Under Rule 8.3(b) of the Code, any person who is, or becomes, interested in 1 per cent. or more of any class of relevant securities of the offeree company or of any securities exchange offeror must make a Dealing Disclosure if the person deals in any relevant securities of the offeree company or of any securities exchange Nuvei. A Dealing Disclosure must contain details of the dealing concerned and of the person's interests and short positions in, and rights to subscribe for, any relevant securities of each of (i) the offeree company and (ii) any securities exchange offeror, save to the extent that these details have previously been disclosed under Rule 8. A Dealing Disclosure by a person to whom Rule 8.3(b) applies must be made by no later than 3.30 p.m. (London time) on the business day following the date of the relevant dealing.

If two or more persons act together pursuant to an agreement or understanding, whether formal or informal, to acquire or control an interest in relevant securities of an offeree company or a securities exchange offeror, they will be deemed to be a single person for the purpose of Rule 8.3.

Opening Position Disclosures must also be made by the offeree company and by an offeror and Dealing Disclosures must also be made by the offeree company, by an offeror and by any persons acting in concert with any of them (see Rules 8.1, 8.2 and 8.4).

Details of the offeree and offeror companies in respect of whose relevant securities Opening Position Disclosures and Dealing Disclosures must be made can be found in the Disclosure Table on the Panel's website at www.thetakeoverpanel.org.uk, including details of the number of relevant securities in issue, when the Offer Period commenced and when any offeror was first identified. You should contact the Panel's Market Surveillance Unit on +44 (0)20 7638 0129 if you are in any doubt as to whether you are required to make an Opening Position Disclosure or a Dealing Disclosure.

In accordance with the Code, normal UK practice and Rule 14e-5(b) of the US Securities Exchange Act of 1934, as amended, Credit Suisse and its respective affiliates will continue to act as exempt principal trader in SafeCharge securities on AIM. These purchases and activities by exempt principal traders which are required to be made public in the UK pursuant to the Code will be reported to a Regulatory Information Service and will be available on the London Stock Exchange website at www.londonstockexchange.com. This information will also be publicly disclosed in the United States to the extent such information is made public in the UK.
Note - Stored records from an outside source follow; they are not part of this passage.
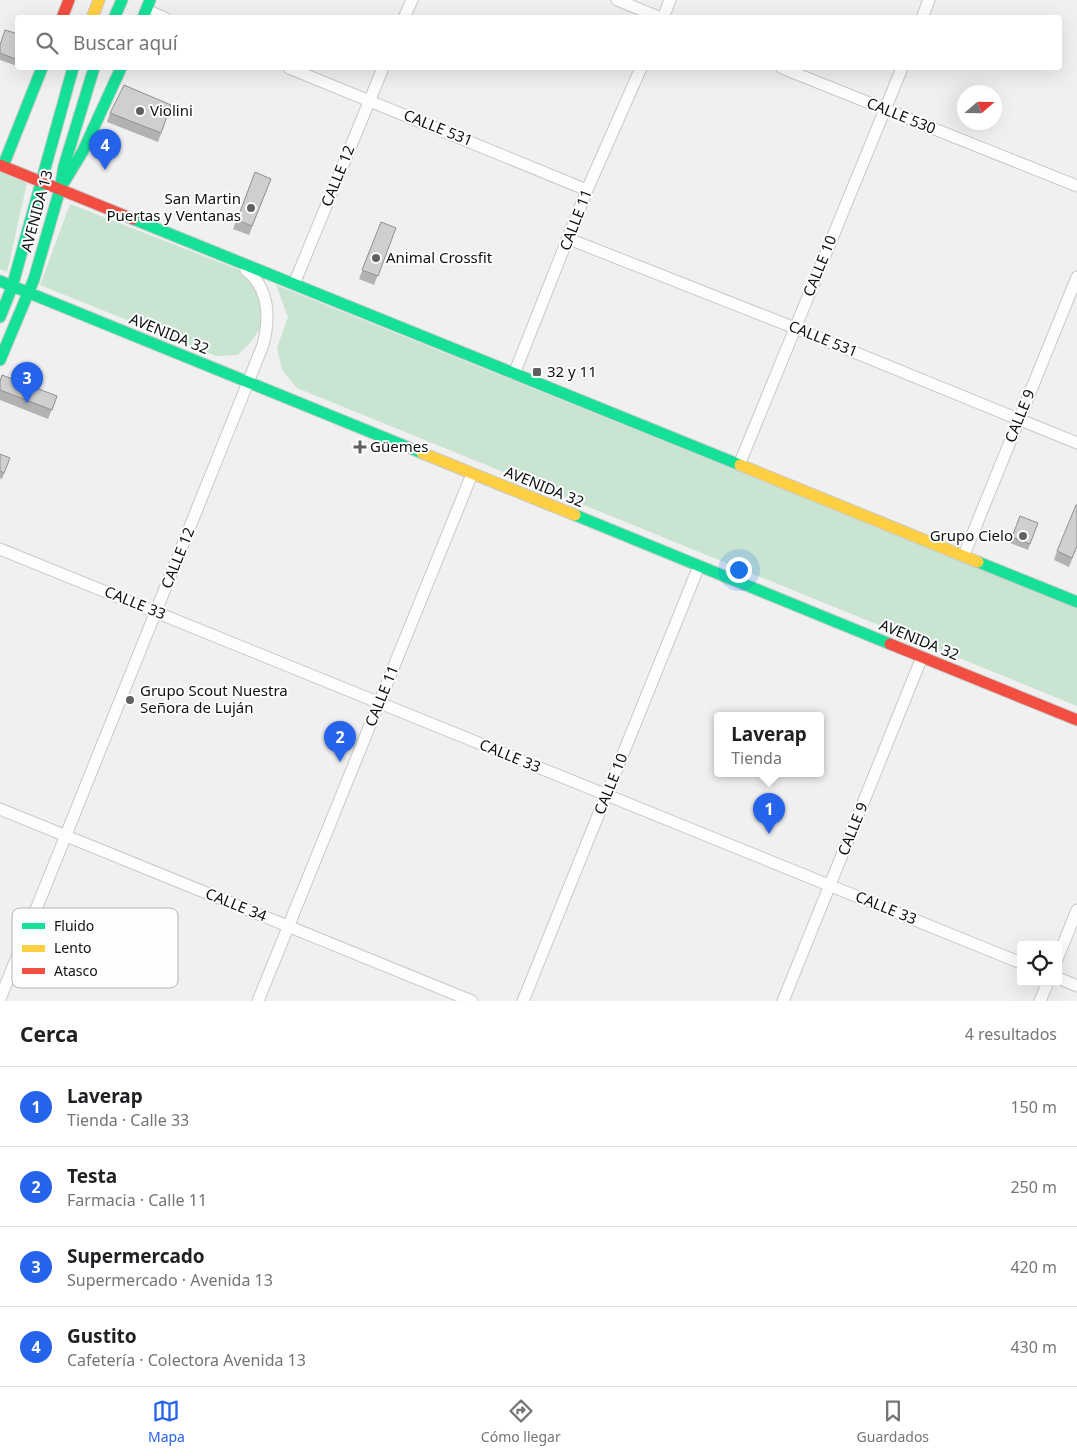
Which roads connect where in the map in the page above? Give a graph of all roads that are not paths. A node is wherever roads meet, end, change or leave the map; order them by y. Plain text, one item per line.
1 (69, 0) edge
2 (98, 0) edge
3 (122, 0) edge
4 (412, 0) edge
5 (617, 0) edge
6 (670, 0) edge
7 (929, 0) edge
8 (146, 9) edge
9 (63, 15) edge
10 (93, 15) edge
11 (115, 15) edge
12 (159, 15) edge
13 (405, 15) edge
14 (654, 15) edge
15 (663, 15) edge
16 (923, 15) edge
17 (41, 70) edge
18 (71, 70) edge
19 (93, 70) edge
20 (119, 70) edge
21 (294, 70) edge
22 (382, 70) edge
23 (640, 70) edge
24 (787, 70) edge
25 (901, 70) edge
26 (369, 100) junction
27 (884, 110) junction
28 (1, 166) edge
29 (40, 181) junction
30 (1077, 186) edge
31 (60, 189) junction
32 (587, 190) junction
33 (569, 239) junction
34 (235, 261) junction
35 (1077, 277) edge
36 (0, 282) edge
37 (294, 284) junction
38 (12, 287) junction
39 (28, 292) junction
40 (0, 317) edge
41 (795, 328) junction
42 (0, 360) edge
43 (514, 374) junction
44 (249, 383) junction
45 (1018, 420) junction
46 (1077, 443) edge
47 (739, 465) junction
48 (472, 474) junction
49 (0, 549) edge
50 (964, 555) junction
51 (699, 566) junction
52 (1077, 602) edge
53 (156, 612) junction
54 (922, 657) junction
55 (379, 702) junction
56 (1077, 720) edge
57 (606, 795) junction
58 (0, 809) edge
59 (66, 836) junction
60 (830, 886) junction
61 (37, 908) edge
62 (1077, 910) edge
63 (288, 926) junction
64 (1062, 947) edge
65 (1017, 961) edge
66 (12, 969) edge
67 (1062, 980) edge
68 (1046, 986) edge
69 (1077, 986) edge
70 (0, 999) edge
71 (258, 1001) edge
72 (472, 1001) edge
73 (523, 1001) edge
74 (783, 1001) edge
75 (1040, 1001) edge

1 - 9 main road
2 - 10 main road
3 - 11 main road
4 - 13 street
5 - 14 street
6 - 15 street
7 - 16 street
8 - 12 street
17 - 28 main road
18 - 29 main road, AVENIDA 13
19 - 31 main road, AVENIDA 13
20 - 31 main road
21 - 26 street, CALLE 531
22 - 26 street, CALLE 12
23 - 32 street, CALLE 11
24 - 27 street, CALLE 530
25 - 27 street, CALLE 10
26 - 32 street, CALLE 531
26 - 37 street, CALLE 12
27 - 30 street, CALLE 530
27 - 41 street, CALLE 10
28 - 29 main road
29 - 31 main road
29 - 38 main road, AVENIDA 13
31 - 34 main road
31 - 39 main road, AVENIDA 13
32 - 33 street, CALLE 11
33 - 41 street, CALLE 531
33 - 43 street, CALLE 11
34 - 37 main road
34 - 44 street, CALLE 12
35 - 45 street, CALLE 9
36 - 38 main road, AVENIDA 32
37 - 43 main road
38 - 39 main road, AVENIDA 32
38 - 40 main road, AVENIDA 13
39 - 42 main road, AVENIDA 13
39 - 44 main road, AVENIDA 32
41 - 45 street, CALLE 531
41 - 47 street, CALLE 10
43 - 47 main road
44 - 48 main road, AVENIDA 32
44 - 53 street, CALLE 12
45 - 46 street, CALLE 531
45 - 50 street, CALLE 9
47 - 50 main road
48 - 51 main road, AVENIDA 32
48 - 55 street, CALLE 11
49 - 53 street, CALLE 33
50 - 52 main road
51 - 54 main road, AVENIDA 32
51 - 57 street, CALLE 10
53 - 55 street, CALLE 33
53 - 59 street, CALLE 12
54 - 56 main road, AVENIDA 32
54 - 60 street, CALLE 9
55 - 57 street, CALLE 33
55 - 63 street, CALLE 11
57 - 60 street, CALLE 33
57 - 73 street, CALLE 10
58 - 59 street, CALLE 34
59 - 61 street, CALLE 12
59 - 63 street, CALLE 34
60 - 65 street, CALLE 33
60 - 74 street, CALLE 9
62 - 64 street
63 - 71 street, CALLE 11
63 - 72 street, CALLE 34
66 - 70 street, CALLE 12
67 - 69 street
68 - 75 street

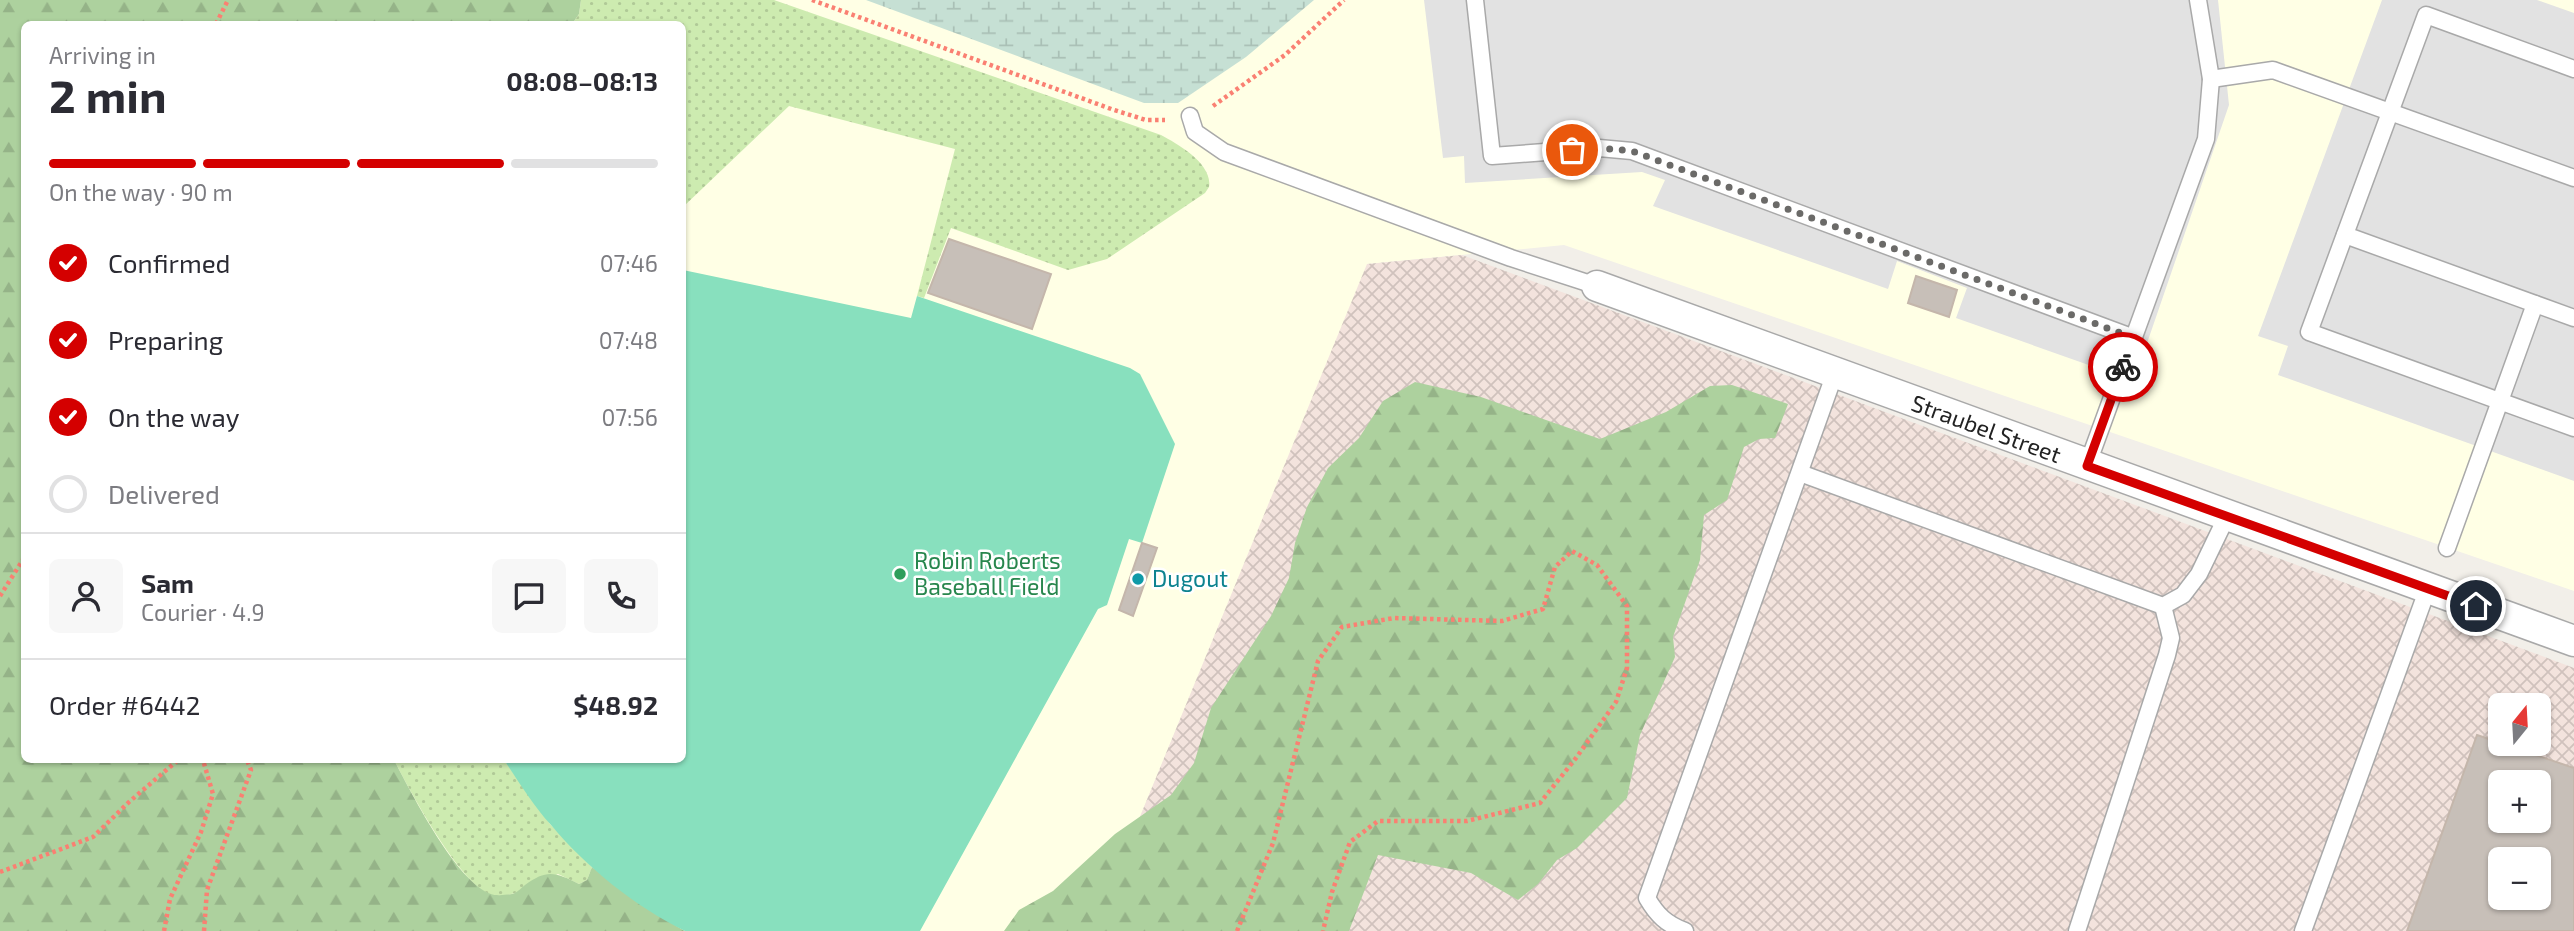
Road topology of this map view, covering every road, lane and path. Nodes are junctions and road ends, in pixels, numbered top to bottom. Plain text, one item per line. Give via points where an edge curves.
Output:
1 (228, 0) edge
2 (812, 0) edge
3 (1344, 0) edge
4 (1475, 0) edge
5 (2198, 0) edge
6 (218, 21) edge
7 (2574, 69) edge
8 (2210, 79) junction
9 (2391, 111) junction
10 (1190, 116) junction
11 (2574, 178) edge
12 (2345, 235) junction
13 (1597, 286) joint
14 (2535, 304) junction
15 (2574, 318) edge
16 (2134, 338) junction
17 (1835, 373) junction
18 (2500, 402) junction
19 (2574, 428) edge
20 (2087, 466) junction
21 (1800, 472) junction
22 (2227, 516) junction
23 (2447, 548) dead end
24 (21, 563) edge
25 (2428, 588) junction
26 (0, 596) edge
27 (2163, 606) junction
28 (2574, 640) edge
29 (175, 763) edge
30 (204, 763) edge
31 (248, 763) edge
32 (0, 872) edge
33 (164, 931) edge
34 (204, 931) edge
35 (1237, 931) edge
36 (1323, 931) edge
37 (1685, 931) edge
38 (2077, 931) edge
39 (2303, 931) edge

1 - 6 path
2 - 10 path via 1146,120
3 - 10 path via 1285,55 1208,110
4 - 16 lane via 1492,156 1599,148 1632,151
5 - 8 lane
7 - 9 lane via 2426,15
8 - 9 lane via 2273,70
8 - 16 lane via 2206,139
9 - 11 lane
9 - 12 lane
10 - 13 lane via 1195,132 1224,152
12 - 14 lane
12 - 18 lane via 2309,332
13 - 17 street, Straubel Street
14 - 15 lane
14 - 18 lane
16 - 20 lane
17 - 20 street, Straubel Street
17 - 21 lane
18 - 19 lane
18 - 23 lane
20 - 22 street, Straubel Street
21 - 27 lane
21 - 37 lane via 1647,898 1658,917
22 - 25 street, Straubel Street
22 - 27 lane via 2199,574 2183,594
24 - 26 path
25 - 28 street, Straubel Street
25 - 39 lane
27 - 38 lane via 2171,638 2167,655
29 - 32 path via 93,838
30 - 33 path via 213,794 170,899
31 - 34 path via 251,769 207,890
35 - 36 path via 1273,843 1318,661 1342,627 1394,618 1502,621 1543,609 1555,567 1572,551 1597,565 1627,606 1627,668 1616,702 1576,758 1540,803 1467,821 1378,821 1350,842

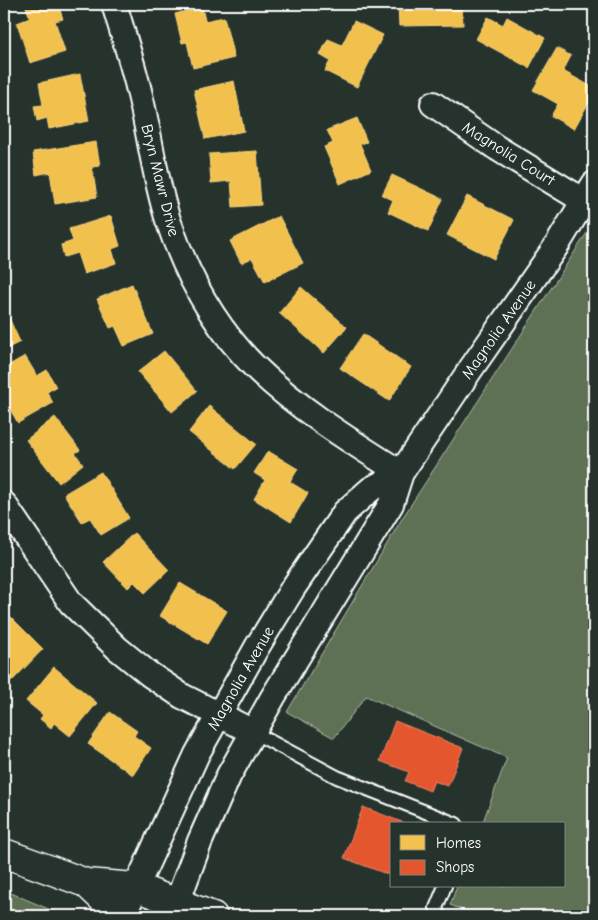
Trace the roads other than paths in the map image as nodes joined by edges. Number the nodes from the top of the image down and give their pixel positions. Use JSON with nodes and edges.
{"nodes":[{"id":1,"x":114,"y":4,"type":"edge"},
{"id":2,"x":433,"y":104,"type":"dead end"},
{"id":3,"x":589,"y":192,"type":"edge"},
{"id":4,"x":401,"y":473,"type":"junction"},
{"id":5,"x":4,"y":504,"type":"edge"},
{"id":6,"x":219,"y":715,"type":"junction"},
{"id":7,"x":253,"y":732,"type":"junction"},
{"id":8,"x":451,"y":822,"type":"edge"},
{"id":9,"x":4,"y":853,"type":"edge"},
{"id":10,"x":86,"y":883,"type":"junction"},
{"id":11,"x":135,"y":887,"type":"junction"},
{"id":12,"x":444,"y":888,"type":"edge"},
{"id":13,"x":175,"y":910,"type":"edge"},
{"id":14,"x":122,"y":916,"type":"edge"},
{"id":15,"x":213,"y":916,"type":"edge"},
{"id":16,"x":438,"y":916,"type":"edge"}],
"edges":[{"from":1,"to":4,"type":"street","name":"Bryn Mawr Drive"},
{"from":2,"to":3,"type":"street","name":"Magnolia Court"},
{"from":3,"to":4,"type":"street","name":"Magnolia Avenue"},
{"from":4,"to":6,"type":"street","name":"Magnolia Avenue"},
{"from":4,"to":7,"type":"street","name":"Magnolia Avenue"},
{"from":5,"to":6,"type":"street"},
{"from":6,"to":7,"type":"street"},
{"from":6,"to":11,"type":"street","name":"Magnolia Avenue"},
{"from":7,"to":8,"type":"lane"},
{"from":7,"to":13,"type":"street","name":"Magnolia Avenue"},
{"from":9,"to":10,"type":"main road"},
{"from":10,"to":11,"type":"main road"},
{"from":10,"to":14,"type":"main road"},
{"from":11,"to":13,"type":"main road"},
{"from":11,"to":14,"type":"street","name":"Magnolia Avenue"},
{"from":12,"to":16,"type":"lane"},
{"from":13,"to":15,"type":"main road"}]}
Publication of this Announcement

A copy of this Announcement and the documents required to be published by Rule 26 of the Code will be available, subject to certain restrictions relating to persons resident in Restricted Jurisdictions, on Nuvei's website at https://nuvei.com/en-us/, by no later than 12 noon (London time) on the Business Day following this Announcement. The contents of the websites referred to in this Announcement are not incorporated into and do not form part of this Announcement.